The County of Hawai‘i recently erected a 20-foot-wide portable shelter on its lawn in an effort to raise community awareness on the homelessness epidemic afflicting Hawai‘i Island.

The fiberglass dome was loaned to the County by the First Assembly of God on O‘ahu after a faith-based summit on Oct. 4 to address family homelessness in Hawai‘i. Led by Pastor Daniel Kaneshiro, the church paid the shipping costs to send the dome to Hilo for one week.

The shelter is one of 10 used by the O‘ahu congregation to shelter homeless families on its Moanalua property. County Public Works crews assembled the dome in Hilo comprised of interlocking panels and windows within an hour and a half. It can sleep a family of four and has 12 feet of ceiling space to accommodate a loft or storage space.

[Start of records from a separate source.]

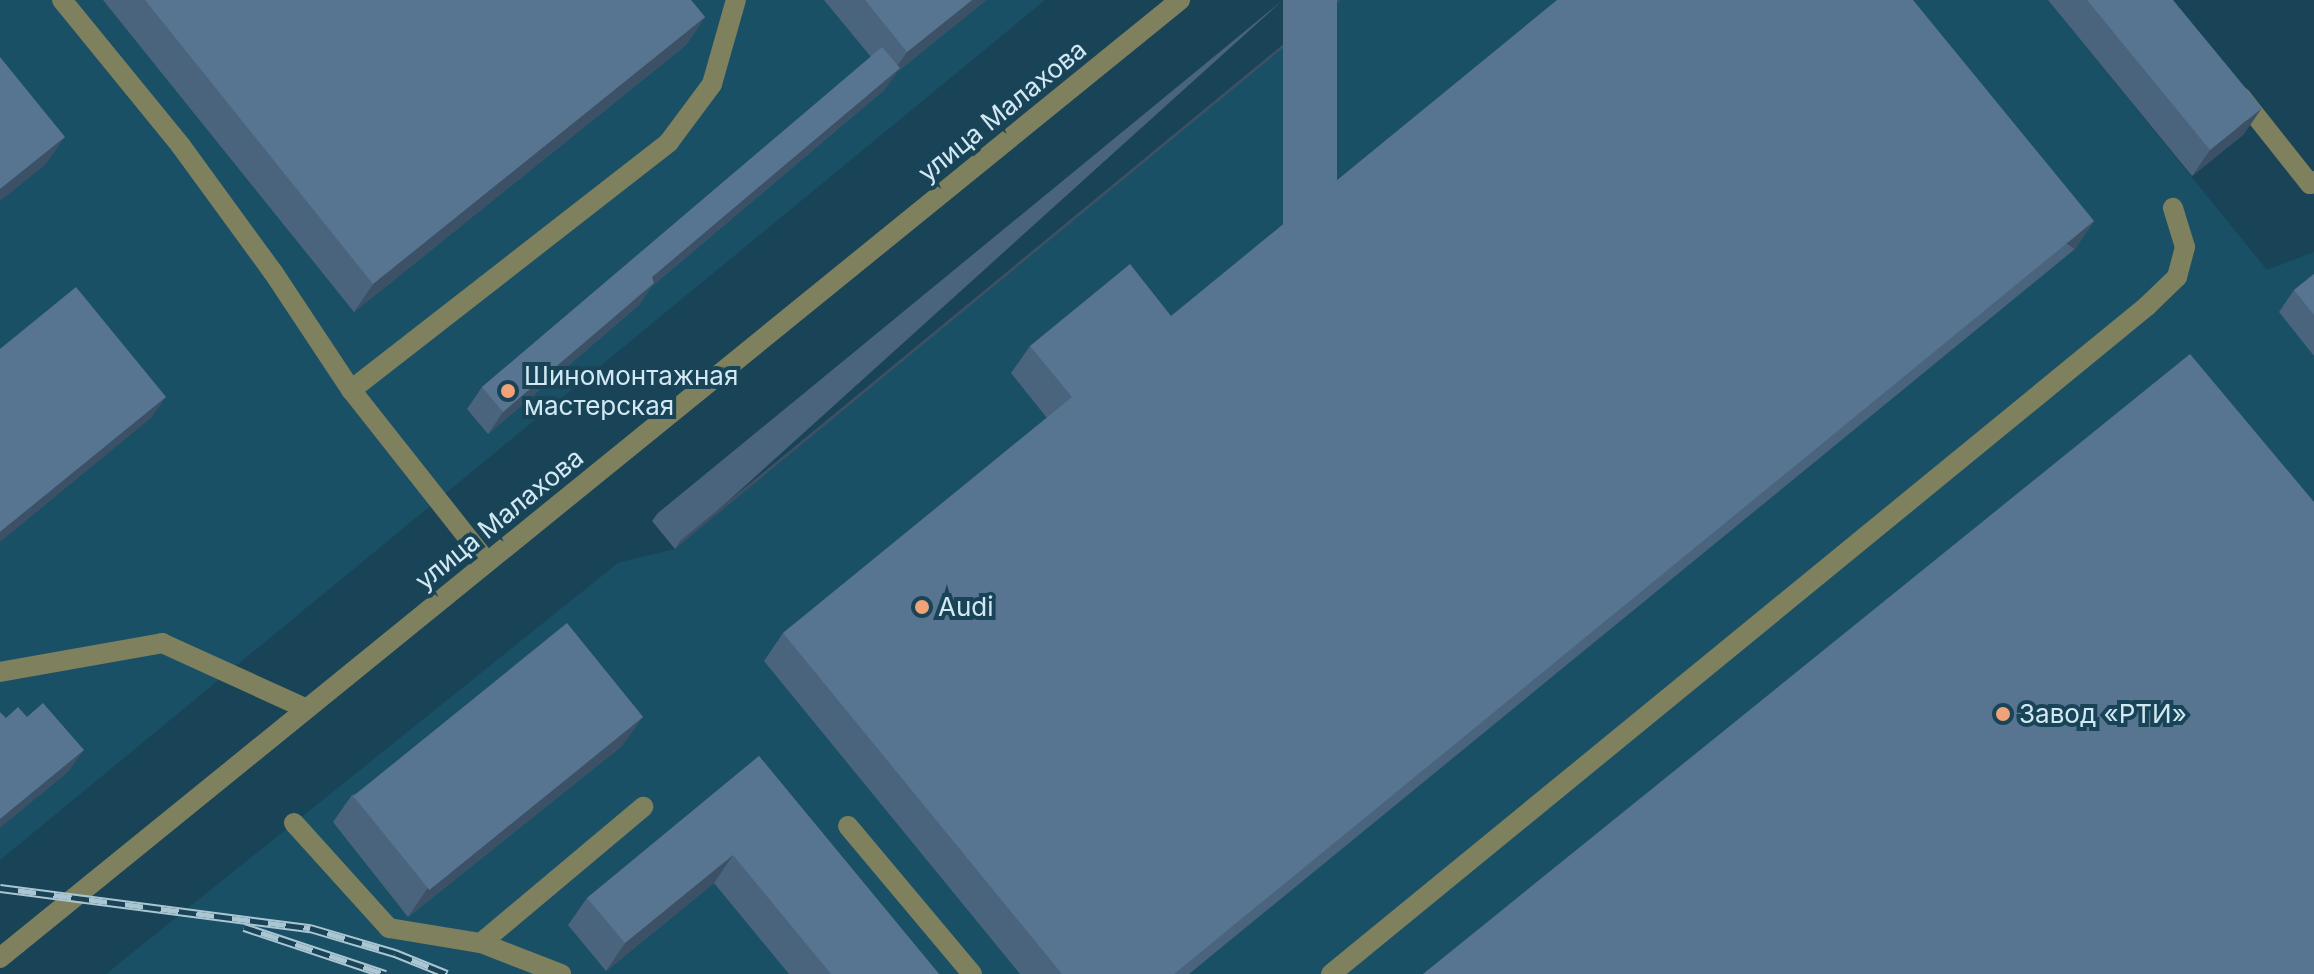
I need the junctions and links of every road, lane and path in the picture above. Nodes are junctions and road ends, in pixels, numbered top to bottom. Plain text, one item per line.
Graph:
1 (62, 0) edge
2 (736, 0) edge
3 (1180, 0) edge
4 (2233, 86) edge
5 (2314, 181) edge
6 (2173, 208) dead end
7 (351, 390) junction
8 (487, 562) junction
9 (0, 672) edge
10 (307, 709) junction
11 (643, 807) dead end
12 (294, 823) dead end
13 (848, 826) dead end
14 (481, 943) junction
15 (0, 958) edge
16 (561, 974) edge
17 (972, 974) edge
18 (1331, 974) edge

1 - 7 street
2 - 7 street
3 - 8 street, улица Малахова
4 - 5 street
6 - 18 street
7 - 8 street
8 - 10 street, улица Малахова
9 - 10 street
10 - 15 street, улица Малахова
11 - 14 street
12 - 14 street
13 - 17 street
14 - 16 street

“This is a great concept,” said Mayor Harry Kim, who personally inspected the dome. “The County is developing a master plan to address our homeless crisis, and this concept is one of the options that we are looking at to provide temporary shelters.”

The County’s comprehensive plan also addresses the many factors surrounding homelessness, including mental health issues, unemployment, health and hygiene, financial literacy and education. A coalition of county, state, church, nonprofit organizations, businesses and concerned citizens are rallying in the effort to provide affordable housing, jobs and opportunities to homeless members of the community.

Dome developer Captain Don Kubley of Juneau, Alaska, said he is negotiating an order for 40,000 domes from FEMA to house hurricane victims in Houston, Florida and Puerto Rico. The price for each dome when used for humanitarian purposes is $9,500. Kubley said the State of Hawai’i will be the first in the production queue should it place an order.